« Des prix pratiqués en ligne avec les tarifs du marché »
Le ministère belge de la Défense a quant à lui défendu son achat de matériel anti-drone d'une valeur de 50 millions d'euros et regrette ce qu'il qualifie d' »insinuations et de sensationnalisme » dans le reportage Pano diffusé hier soir par la VRT. Selon le ministère de la Défense, les prix pratiqués sont conformes aux prix du marché et ont été audités, et la procédure accélérée a été effectuée conformément à la loi.
Suite à l’incident de drone au-dessus de la base militaire d’Elsenborn en octobre 2025, il est devenu évident que le ministère belge de la Défense ne disposait pas de ressources suffisantes pour détecter et neutraliser les drones. De ce fait, les négociations ont été entamées sans notification préalable, conformément à la législation du 13 août 2011 relative aux marchés publics dans les secteurs de la défense et de la sécurité.
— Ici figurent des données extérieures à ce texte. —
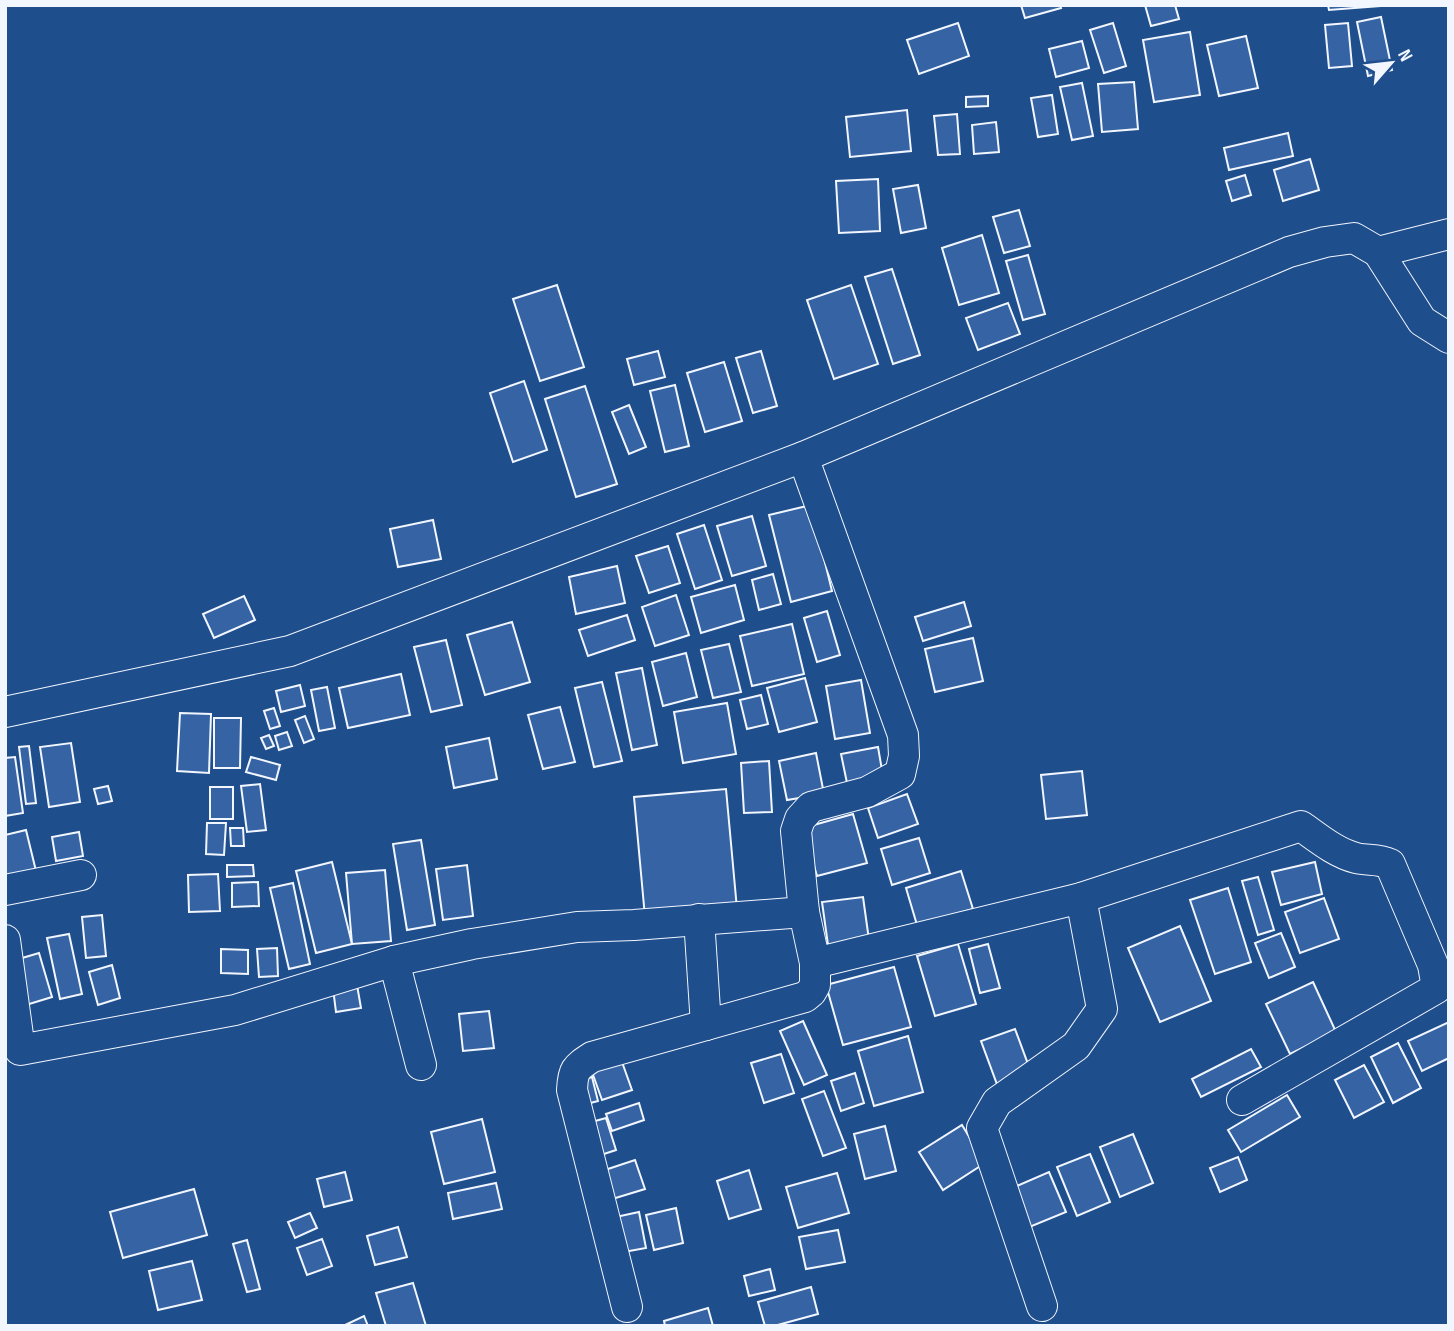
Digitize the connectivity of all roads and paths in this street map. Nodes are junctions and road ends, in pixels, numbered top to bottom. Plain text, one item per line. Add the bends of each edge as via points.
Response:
1 (1449, 234) edge
2 (1378, 251) junction
3 (1449, 338) edge
4 (803, 457) junction
5 (5, 712) edge
6 (80, 876) dead end
7 (5, 890) edge
8 (1080, 898) junction
9 (804, 912) junction
10 (699, 919) junction
11 (5, 940) edge
12 (394, 961) junction
13 (815, 963) junction
14 (706, 1025) junction
15 (421, 1065) dead end
16 (1242, 1100) dead end
17 (1042, 1306) dead end
18 (627, 1307) dead end

1 - 2 street
2 - 3 street via 1422,321
2 - 4 street via 1354,238 1289,252
4 - 5 street via 290,651
4 - 9 street via 903,734 904,756 900,774 867,792 811,807 800,818 796,831
6 - 7 street
8 - 13 street
8 - 16 street via 1301,826 1331,847 1390,864 1433,965 1437,988
8 - 17 street via 1102,1009 1076,1046 997,1102 982,1128
9 - 10 street
9 - 13 street
10 - 12 street via 577,926
10 - 14 street
11 - 12 street via 20,1050 235,1010
12 - 15 street
13 - 14 street via 815,985 805,997
14 - 18 street via 592,1057 577,1066 573,1076 572,1090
Le cabinet fédéral a approuvé le dossier suite à une recommandation favorable de la commission parlementaire spéciale chargée des achats militaires, indique le ministère de la Défense.
Le ministère de la Défense répond également aux comparaisons faites par VRT Pano avec d'autres fournisseurs, affirmant qu'elles ne sont « en aucun cas exactes ». Selon le ministère de la Défense, les antennes radiofréquence du fabricant Senhive ne sont pas la version de base, mais une version militaire professionnelle (SEN PRO), également utilisée dans le cadre du projet belgo-français CAMO et dont le prix a été vérifié via le pays partenaire.
Le ministère de la Défense a vivement réagi au rapport de Pano. « Nous regrettons les insinuations et l'atmosphère créée, comme si des pratiques inappropriées avaient eu lieu et que certaines entreprises avaient été favorisées », a déclaré le ministère à l'agence de presse Belga. Le ministère de la Défense juge « un tel cadrage » non seulement « regrettable » mais aussi « indigne ».
Pano et l'équipe de journalistes de la VRT ont demandé à plusieurs reprises et avec insistance une réponse au chef d'état-major de la Défense Frederik Vansina, mais celui-ci a refusé de commenter.